# Exercise objective:
Copy out every line holding the string "Poch" from the records below.

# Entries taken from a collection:
----
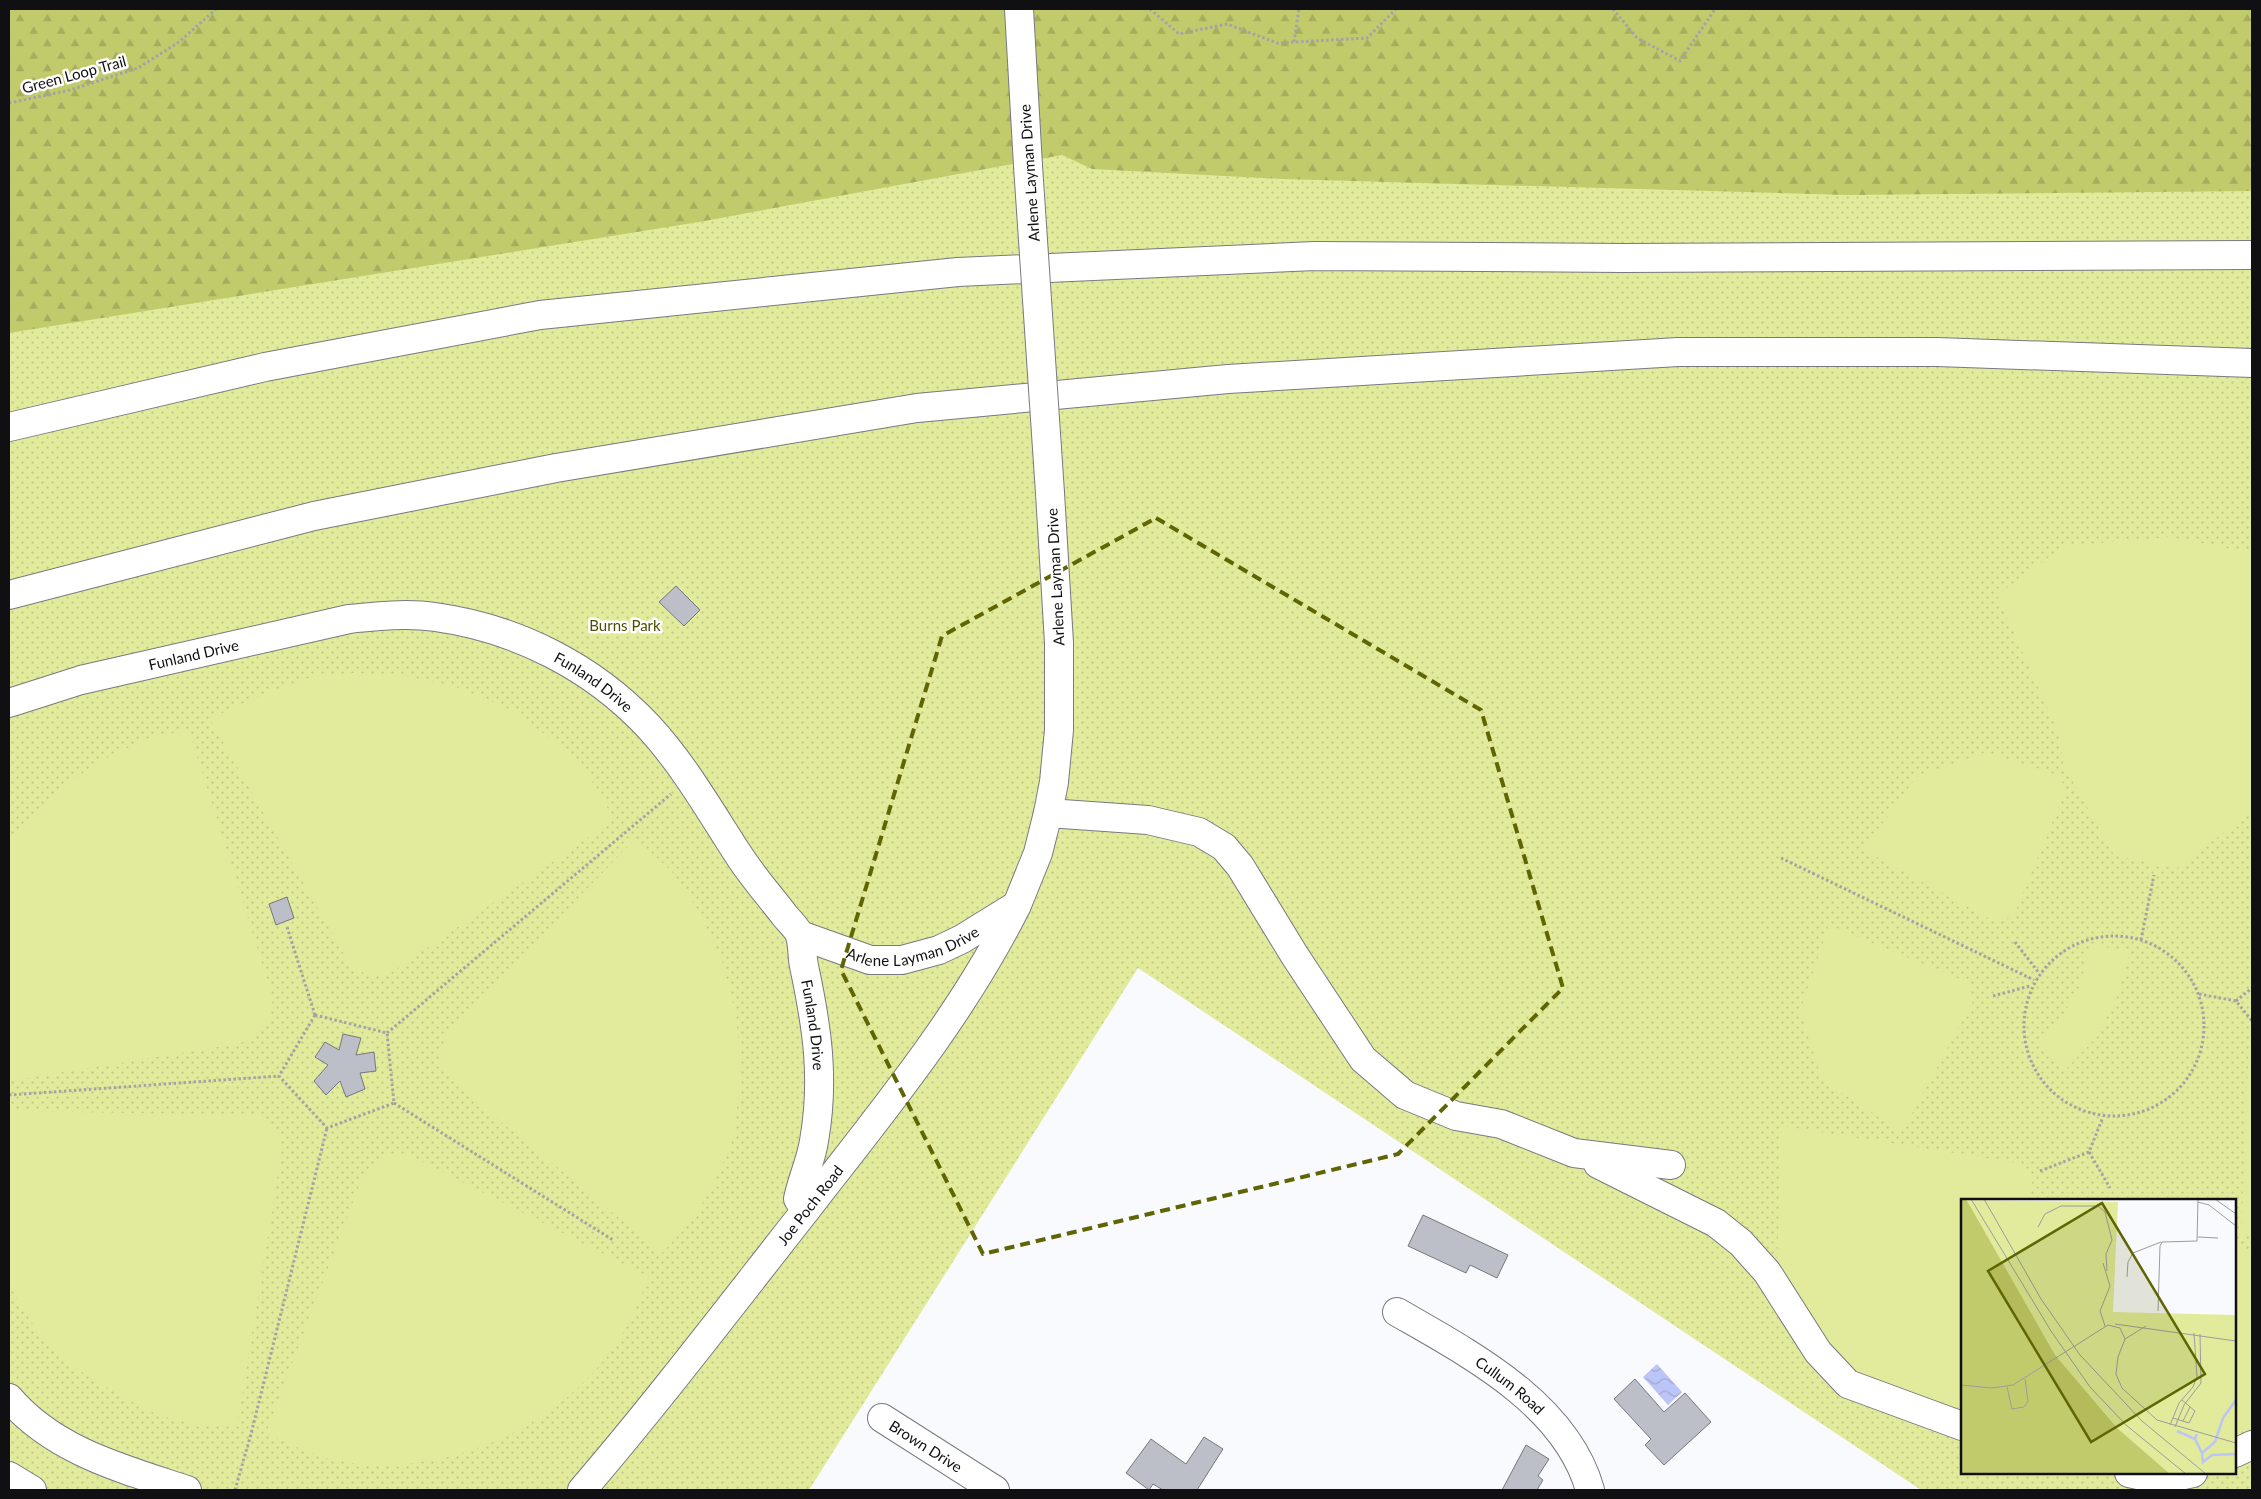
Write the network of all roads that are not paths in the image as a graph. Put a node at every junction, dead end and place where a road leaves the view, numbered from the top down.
1 (1019, 9) edge
2 (2252, 255) edge
3 (2252, 363) edge
4 (9, 427) edge
5 (9, 595) edge
6 (9, 703) edge
7 (1048, 813) junction
8 (1017, 905) junction
9 (800, 935) junction
10 (1574, 1152) junction
11 (1671, 1165) dead end
12 (806, 1210) junction
13 (1397, 1312) dead end
14 (9, 1398) edge
15 (882, 1418) dead end
16 (1961, 1426) edge
17 (2252, 1445) edge
18 (2236, 1453) edge
19 (2134, 1474) edge
20 (2188, 1474) edge
21 (9, 1476) edge
22 (32, 1490) edge
23 (187, 1490) edge
24 (582, 1490) edge
25 (995, 1490) edge
26 (1590, 1490) edge

1 - 7 main road, Arlene Layman Drive, bridge
2 - 4 main road
3 - 5 main road
6 - 9 main road, Funland Drive
7 - 8 main road, Arlene Layman Drive
7 - 10 main road
8 - 9 main road, Arlene Layman Drive
8 - 12 main road, Joe Poch Road
9 - 12 main road, Funland Drive
10 - 11 main road
10 - 16 main road
12 - 24 main road, Joe Poch Road
13 - 26 main road, Cullum Road
14 - 23 main road
15 - 25 main road, Brown Drive
17 - 18 main road
19 - 20 main road
21 - 22 main road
----
# Answer section:
8 - 12 main road, Joe Poch Road
12 - 24 main road, Joe Poch Road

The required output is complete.